#### PROBLEM TO WORK ON:
Your output must hold every entry exactly as written and none of the pictures.

#### SUPPLIED INFORMATION:
/---

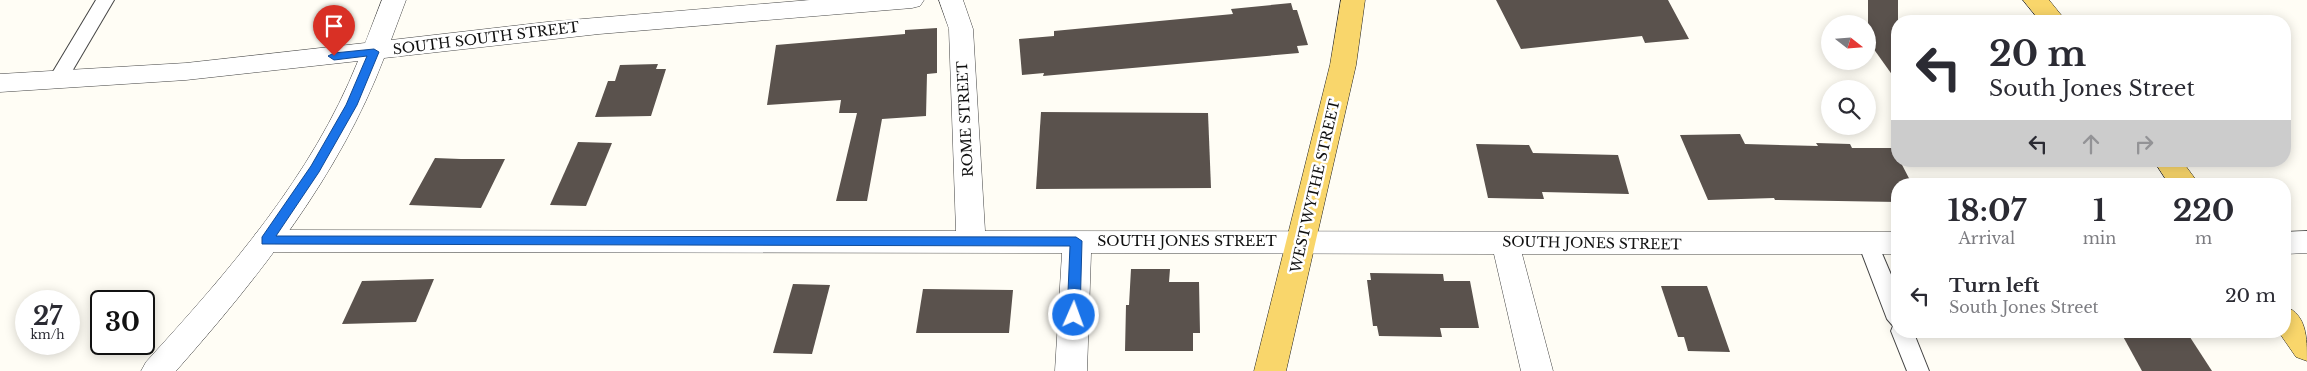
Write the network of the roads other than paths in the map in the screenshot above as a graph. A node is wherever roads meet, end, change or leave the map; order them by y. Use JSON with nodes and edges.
{"nodes":[{"id":1,"x":105,"y":0,"type":"edge"},
{"id":2,"x":394,"y":0,"type":"edge"},
{"id":3,"x":912,"y":0,"type":"edge"},
{"id":4,"x":951,"y":0,"type":"edge"},
{"id":5,"x":1353,"y":0,"type":"edge"},
{"id":6,"x":2036,"y":0,"type":"edge"},
{"id":7,"x":2049,"y":15,"type":"edge"},
{"id":8,"x":374,"y":52,"type":"junction"},
{"id":9,"x":57,"y":80,"type":"junction"},
{"id":10,"x":0,"y":83,"type":"edge"},
{"id":11,"x":2172,"y":167,"type":"edge"},
{"id":12,"x":2180,"y":178,"type":"edge"},
{"id":13,"x":971,"y":240,"type":"junction"},
{"id":14,"x":266,"y":241,"type":"junction"},
{"id":15,"x":1076,"y":241,"type":"junction"},
{"id":16,"x":1302,"y":242,"type":"junction"},
{"id":17,"x":1505,"y":242,"type":"junction"},
{"id":18,"x":2291,"y":242,"type":"edge"},
{"id":19,"x":2307,"y":242,"type":"edge"},
{"id":20,"x":1868,"y":243,"type":"junction"},
{"id":21,"x":1891,"y":243,"type":"edge"},
{"id":22,"x":1891,"y":301,"type":"edge"},
{"id":23,"x":2291,"y":326,"type":"edge"},
{"id":24,"x":1905,"y":338,"type":"edge"},
{"id":25,"x":2307,"y":348,"type":"edge"},
{"id":26,"x":157,"y":371,"type":"edge"},
{"id":27,"x":1071,"y":371,"type":"edge"},
{"id":28,"x":1270,"y":371,"type":"edge"},
{"id":29,"x":1537,"y":371,"type":"edge"},
{"id":30,"x":1918,"y":371,"type":"edge"}],
"edges":[{"from":1,"to":9,"type":"lane"},
{"from":2,"to":8,"type":"street"},
{"from":3,"to":8,"type":"street","name":"SOUTH SOUTH STREET"},
{"from":4,"to":13,"type":"street","name":"ROME STREET"},
{"from":5,"to":16,"type":"main road","name":"WEST WYTHE STREET"},
{"from":6,"to":7,"type":"main road"},
{"from":8,"to":9,"type":"street","name":"SOUTH SOUTH STREET"},
{"from":8,"to":14,"type":"street"},
{"from":9,"to":10,"type":"street","name":"SOUTH SOUTH STREET"},
{"from":11,"to":12,"type":"main road"},
{"from":13,"to":14,"type":"street","name":"SOUTH JONES STREET"},
{"from":13,"to":15,"type":"street","name":"SOUTH JONES STREET"},
{"from":14,"to":26,"type":"street"},
{"from":15,"to":16,"type":"street","name":"SOUTH JONES STREET"},
{"from":15,"to":27,"type":"street"},
{"from":16,"to":17,"type":"street","name":"SOUTH JONES STREET"},
{"from":16,"to":28,"type":"main road","name":"WEST WYTHE STREET"},
{"from":17,"to":20,"type":"street","name":"SOUTH JONES STREET"},
{"from":17,"to":29,"type":"street"},
{"from":18,"to":19,"type":"street"},
{"from":20,"to":21,"type":"street","name":"SOUTH JONES STREET"},
{"from":20,"to":22,"type":"lane"},
{"from":23,"to":25,"type":"main road"},
{"from":24,"to":30,"type":"lane"}]}
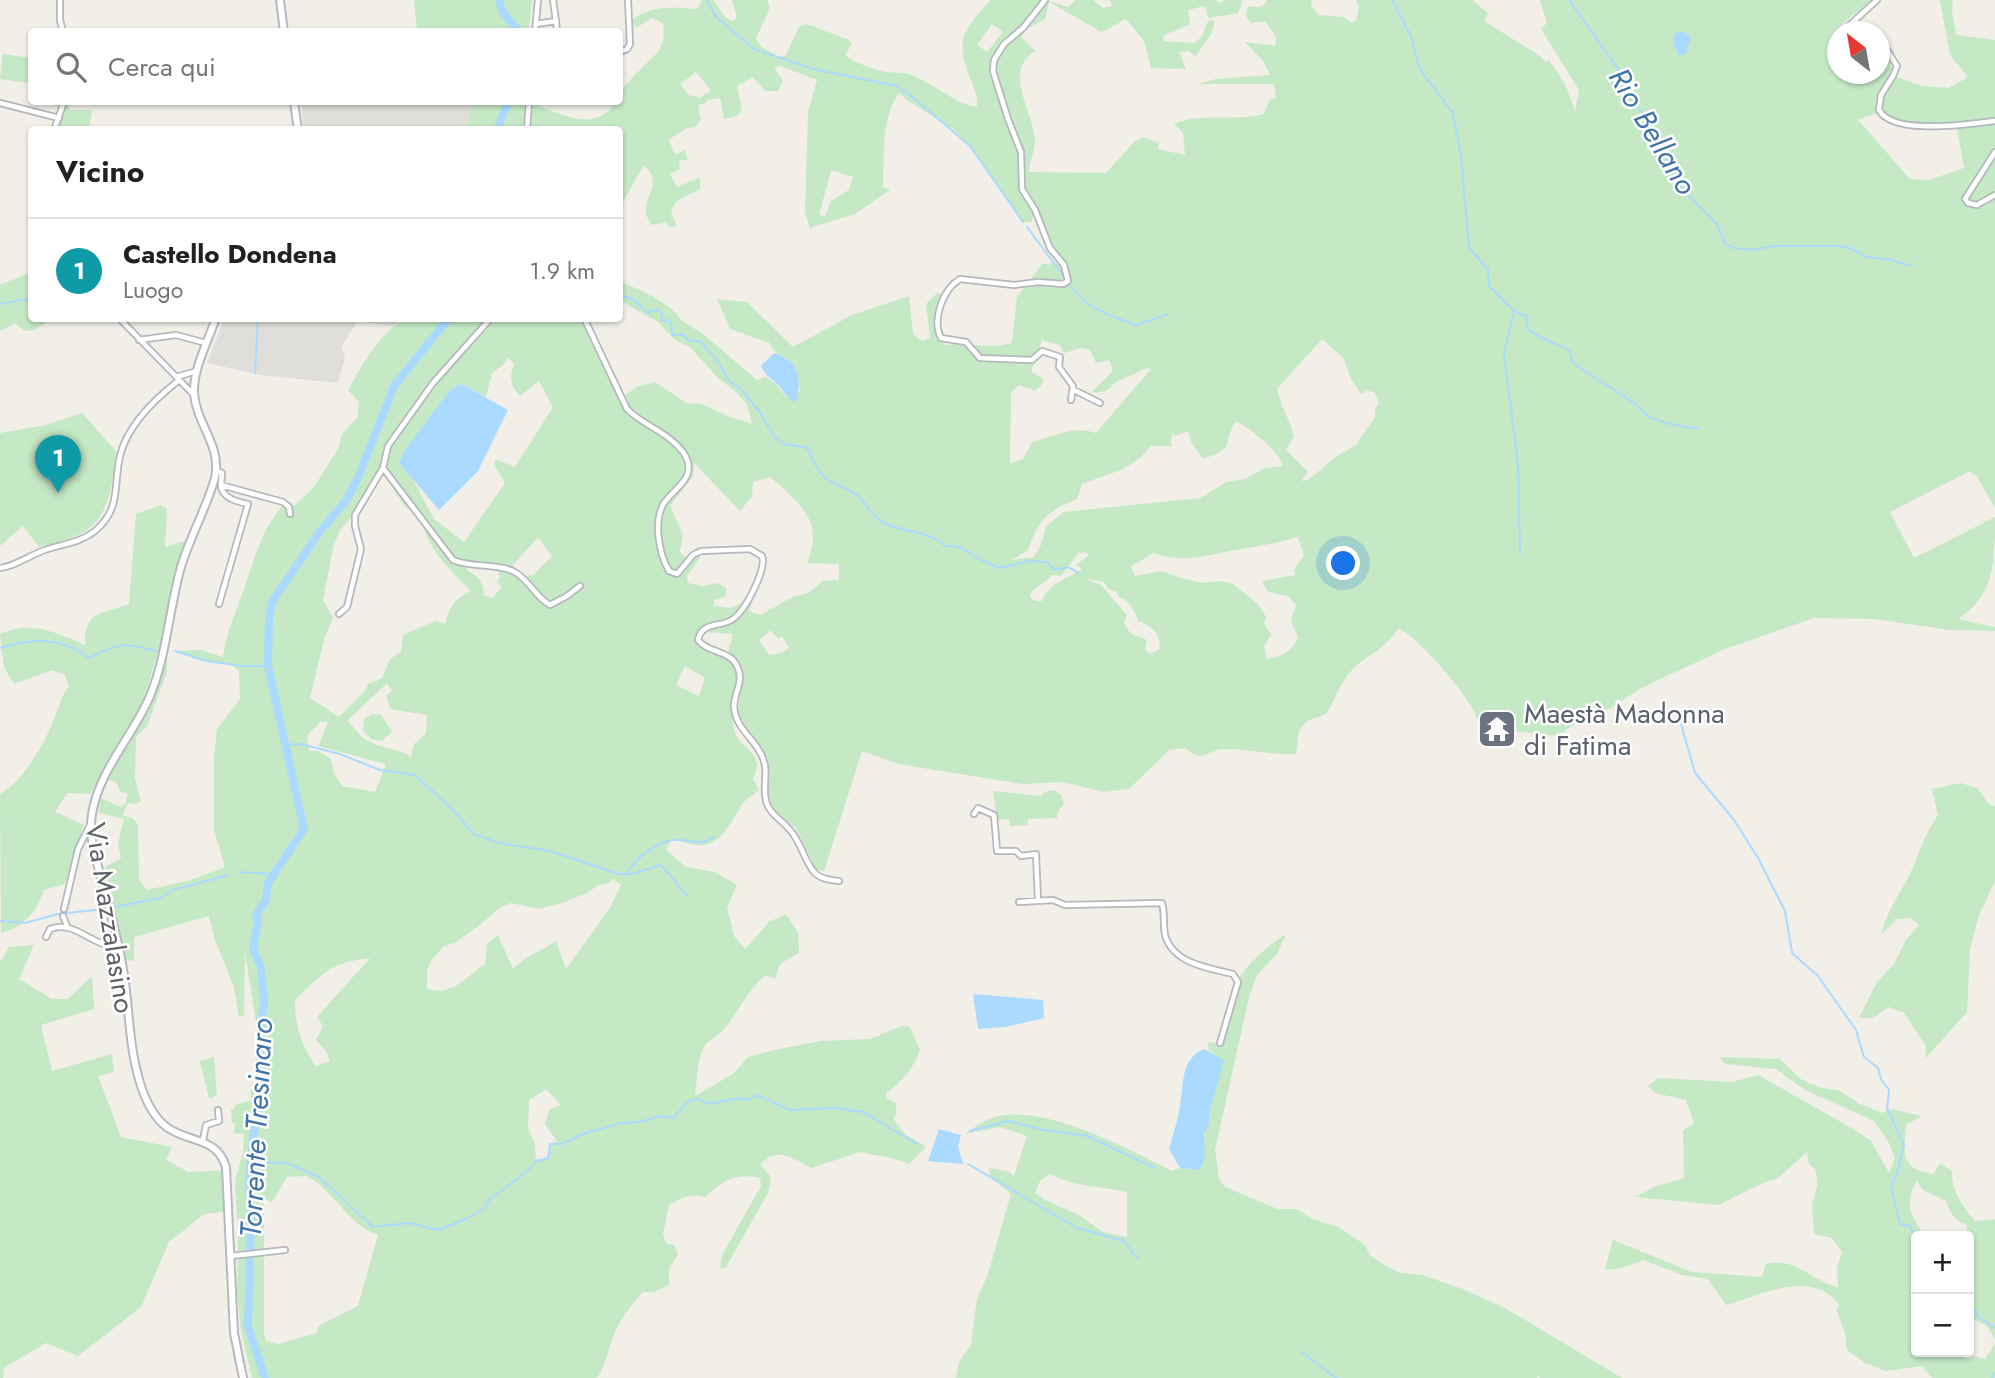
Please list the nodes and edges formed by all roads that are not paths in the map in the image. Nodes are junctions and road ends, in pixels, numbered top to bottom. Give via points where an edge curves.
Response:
1 (60, 0) edge
2 (280, 0) edge
3 (538, 0) edge
4 (553, 0) edge
5 (628, 0) edge
6 (1045, 0) edge
7 (1877, 0) edge
8 (556, 21) junction
9 (1854, 21) edge
10 (536, 24) junction
11 (62, 28) edge
12 (284, 28) edge
13 (536, 28) edge
14 (557, 28) edge
15 (623, 51) edge
16 (1890, 55) edge
17 (1890, 79) edge
18 (1887, 84) edge
19 (0, 103) edge
20 (63, 105) edge
21 (294, 105) edge
22 (529, 105) edge
23 (59, 118) junction
24 (1995, 121) edge
25 (56, 126) edge
26 (297, 126) edge
27 (527, 126) edge
28 (1995, 152) edge
29 (1995, 195) edge
30 (123, 322) edge
31 (215, 322) edge
32 (487, 322) edge
33 (586, 322) edge
34 (139, 340) junction
35 (207, 344) junction
36 (198, 371) junction
37 (177, 379) junction
38 (1074, 390) junction
39 (194, 395) junction
40 (1071, 400) dead end
41 (1100, 403) dead end
42 (383, 468) junction
43 (217, 471) junction
44 (222, 485) junction
45 (290, 514) dead end
46 (0, 568) edge
47 (579, 586) dead end
48 (219, 604) dead end
49 (339, 614) dead end
50 (974, 814) dead end
51 (90, 824) junction
52 (839, 881) dead end
53 (1038, 901) junction
54 (1019, 902) dead end
55 (64, 909) dead end
56 (63, 916) dead end
57 (67, 926) junction
58 (46, 937) dead end
59 (119, 946) junction
60 (1220, 1043) dead end
61 (218, 1110) dead end
62 (203, 1140) junction
63 (285, 1250) dead end
64 (231, 1256) junction
65 (243, 1378) edge

1 - 11 street
2 - 12 main road
3 - 10 street
4 - 8 street
5 - 15 street via 630,44
6 - 38 street via 1004,44 993,71 1021,152 1022,188 1050,248 1064,265 1068,281 1014,285 960,279 946,290 937,323 945,341 966,342 980,358 1032,360 1042,351 1060,357 1059,367
7 - 9 street
8 - 10 street
8 - 14 street
10 - 13 street
16 - 17 street via 1897,66
18 - 24 street via 1879,110 1905,124
19 - 23 street
20 - 23 street
21 - 26 main road
22 - 27 street
23 - 25 street
28 - 29 street via 1965,199 1977,205
30 - 34 street
31 - 35 main road
32 - 42 street via 402,424 387,446
33 - 52 street via 627,410 664,435 687,462 685,479 661,511 659,547 669,571 677,574 701,551 750,549 762,556 762,572 740,612 727,622 706,627 698,640 732,659 738,668 734,710 764,760 769,810 792,832 816,874
34 - 35 street via 176,335
34 - 37 street
35 - 36 main road
36 - 37 street
36 - 39 main road
37 - 39 street
37 - 46 street via 151,402 125,444 115,499 101,525 72,543
38 - 40 street
38 - 41 street
39 - 43 main road via 215,449
42 - 47 street via 453,560 511,570 550,605
42 - 49 street via 355,516 361,549 347,607
43 - 44 street via 222,473
43 - 51 main road, Via Mazzalasino via 182,565 153,686 103,779
44 - 45 street via 283,502
44 - 48 street via 221,490 231,499 248,504
50 - 53 street via 978,808 995,815 997,851 1036,854
51 - 55 street via 78,849
51 - 59 main road, Via Mazzalasino
53 - 54 street
53 - 60 street via 1065,905 1162,903 1170,947 1190,963 1233,974 1238,982
56 - 57 street
57 - 58 street via 50,929
57 - 59 street via 110,947
59 - 62 main road, Via Mazzalasino via 132,1052 146,1098 166,1126
61 - 62 street via 219,1121 206,1125
62 - 64 main road, Via Mazzalasino via 217,1150 226,1167
63 - 64 street
64 - 65 main road, Via Mazzalasino via 234,1333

\---

#### ANSWER TO THIS PROBLEM:
Write the network of the roads other than paths in the map in the screenshot above as a graph. A node is wherever roads meet, end, change or leave the map; order them by y. Use JSON with nodes and edges.
{"nodes":[{"id":1,"x":105,"y":0,"type":"edge"},
{"id":2,"x":394,"y":0,"type":"edge"},
{"id":3,"x":912,"y":0,"type":"edge"},
{"id":4,"x":951,"y":0,"type":"edge"},
{"id":5,"x":1353,"y":0,"type":"edge"},
{"id":6,"x":2036,"y":0,"type":"edge"},
{"id":7,"x":2049,"y":15,"type":"edge"},
{"id":8,"x":374,"y":52,"type":"junction"},
{"id":9,"x":57,"y":80,"type":"junction"},
{"id":10,"x":0,"y":83,"type":"edge"},
{"id":11,"x":2172,"y":167,"type":"edge"},
{"id":12,"x":2180,"y":178,"type":"edge"},
{"id":13,"x":971,"y":240,"type":"junction"},
{"id":14,"x":266,"y":241,"type":"junction"},
{"id":15,"x":1076,"y":241,"type":"junction"},
{"id":16,"x":1302,"y":242,"type":"junction"},
{"id":17,"x":1505,"y":242,"type":"junction"},
{"id":18,"x":2291,"y":242,"type":"edge"},
{"id":19,"x":2307,"y":242,"type":"edge"},
{"id":20,"x":1868,"y":243,"type":"junction"},
{"id":21,"x":1891,"y":243,"type":"edge"},
{"id":22,"x":1891,"y":301,"type":"edge"},
{"id":23,"x":2291,"y":326,"type":"edge"},
{"id":24,"x":1905,"y":338,"type":"edge"},
{"id":25,"x":2307,"y":348,"type":"edge"},
{"id":26,"x":157,"y":371,"type":"edge"},
{"id":27,"x":1071,"y":371,"type":"edge"},
{"id":28,"x":1270,"y":371,"type":"edge"},
{"id":29,"x":1537,"y":371,"type":"edge"},
{"id":30,"x":1918,"y":371,"type":"edge"}],
"edges":[{"from":1,"to":9,"type":"lane"},
{"from":2,"to":8,"type":"street"},
{"from":3,"to":8,"type":"street","name":"SOUTH SOUTH STREET"},
{"from":4,"to":13,"type":"street","name":"ROME STREET"},
{"from":5,"to":16,"type":"main road","name":"WEST WYTHE STREET"},
{"from":6,"to":7,"type":"main road"},
{"from":8,"to":9,"type":"street","name":"SOUTH SOUTH STREET"},
{"from":8,"to":14,"type":"street"},
{"from":9,"to":10,"type":"street","name":"SOUTH SOUTH STREET"},
{"from":11,"to":12,"type":"main road"},
{"from":13,"to":14,"type":"street","name":"SOUTH JONES STREET"},
{"from":13,"to":15,"type":"street","name":"SOUTH JONES STREET"},
{"from":14,"to":26,"type":"street"},
{"from":15,"to":16,"type":"street","name":"SOUTH JONES STREET"},
{"from":15,"to":27,"type":"street"},
{"from":16,"to":17,"type":"street","name":"SOUTH JONES STREET"},
{"from":16,"to":28,"type":"main road","name":"WEST WYTHE STREET"},
{"from":17,"to":20,"type":"street","name":"SOUTH JONES STREET"},
{"from":17,"to":29,"type":"street"},
{"from":18,"to":19,"type":"street"},
{"from":20,"to":21,"type":"street","name":"SOUTH JONES STREET"},
{"from":20,"to":22,"type":"lane"},
{"from":23,"to":25,"type":"main road"},
{"from":24,"to":30,"type":"lane"}]}
Please list the nodes and edges formed by all roads that are not paths in the map in the image. Nodes are junctions and road ends, in pixels, numbered top to bottom. Give via points where an edge curves.
Response:
1 (60, 0) edge
2 (280, 0) edge
3 (538, 0) edge
4 (553, 0) edge
5 (628, 0) edge
6 (1045, 0) edge
7 (1877, 0) edge
8 (556, 21) junction
9 (1854, 21) edge
10 (536, 24) junction
11 (62, 28) edge
12 (284, 28) edge
13 (536, 28) edge
14 (557, 28) edge
15 (623, 51) edge
16 (1890, 55) edge
17 (1890, 79) edge
18 (1887, 84) edge
19 (0, 103) edge
20 (63, 105) edge
21 (294, 105) edge
22 (529, 105) edge
23 (59, 118) junction
24 (1995, 121) edge
25 (56, 126) edge
26 (297, 126) edge
27 (527, 126) edge
28 (1995, 152) edge
29 (1995, 195) edge
30 (123, 322) edge
31 (215, 322) edge
32 (487, 322) edge
33 (586, 322) edge
34 (139, 340) junction
35 (207, 344) junction
36 (198, 371) junction
37 (177, 379) junction
38 (1074, 390) junction
39 (194, 395) junction
40 (1071, 400) dead end
41 (1100, 403) dead end
42 (383, 468) junction
43 (217, 471) junction
44 (222, 485) junction
45 (290, 514) dead end
46 (0, 568) edge
47 (579, 586) dead end
48 (219, 604) dead end
49 (339, 614) dead end
50 (974, 814) dead end
51 (90, 824) junction
52 (839, 881) dead end
53 (1038, 901) junction
54 (1019, 902) dead end
55 (64, 909) dead end
56 (63, 916) dead end
57 (67, 926) junction
58 (46, 937) dead end
59 (119, 946) junction
60 (1220, 1043) dead end
61 (218, 1110) dead end
62 (203, 1140) junction
63 (285, 1250) dead end
64 (231, 1256) junction
65 (243, 1378) edge

1 - 11 street
2 - 12 main road
3 - 10 street
4 - 8 street
5 - 15 street via 630,44
6 - 38 street via 1004,44 993,71 1021,152 1022,188 1050,248 1064,265 1068,281 1014,285 960,279 946,290 937,323 945,341 966,342 980,358 1032,360 1042,351 1060,357 1059,367
7 - 9 street
8 - 10 street
8 - 14 street
10 - 13 street
16 - 17 street via 1897,66
18 - 24 street via 1879,110 1905,124
19 - 23 street
20 - 23 street
21 - 26 main road
22 - 27 street
23 - 25 street
28 - 29 street via 1965,199 1977,205
30 - 34 street
31 - 35 main road
32 - 42 street via 402,424 387,446
33 - 52 street via 627,410 664,435 687,462 685,479 661,511 659,547 669,571 677,574 701,551 750,549 762,556 762,572 740,612 727,622 706,627 698,640 732,659 738,668 734,710 764,760 769,810 792,832 816,874
34 - 35 street via 176,335
34 - 37 street
35 - 36 main road
36 - 37 street
36 - 39 main road
37 - 39 street
37 - 46 street via 151,402 125,444 115,499 101,525 72,543
38 - 40 street
38 - 41 street
39 - 43 main road via 215,449
42 - 47 street via 453,560 511,570 550,605
42 - 49 street via 355,516 361,549 347,607
43 - 44 street via 222,473
43 - 51 main road, Via Mazzalasino via 182,565 153,686 103,779
44 - 45 street via 283,502
44 - 48 street via 221,490 231,499 248,504
50 - 53 street via 978,808 995,815 997,851 1036,854
51 - 55 street via 78,849
51 - 59 main road, Via Mazzalasino
53 - 54 street
53 - 60 street via 1065,905 1162,903 1170,947 1190,963 1233,974 1238,982
56 - 57 street
57 - 58 street via 50,929
57 - 59 street via 110,947
59 - 62 main road, Via Mazzalasino via 132,1052 146,1098 166,1126
61 - 62 street via 219,1121 206,1125
62 - 64 main road, Via Mazzalasino via 217,1150 226,1167
63 - 64 street
64 - 65 main road, Via Mazzalasino via 234,1333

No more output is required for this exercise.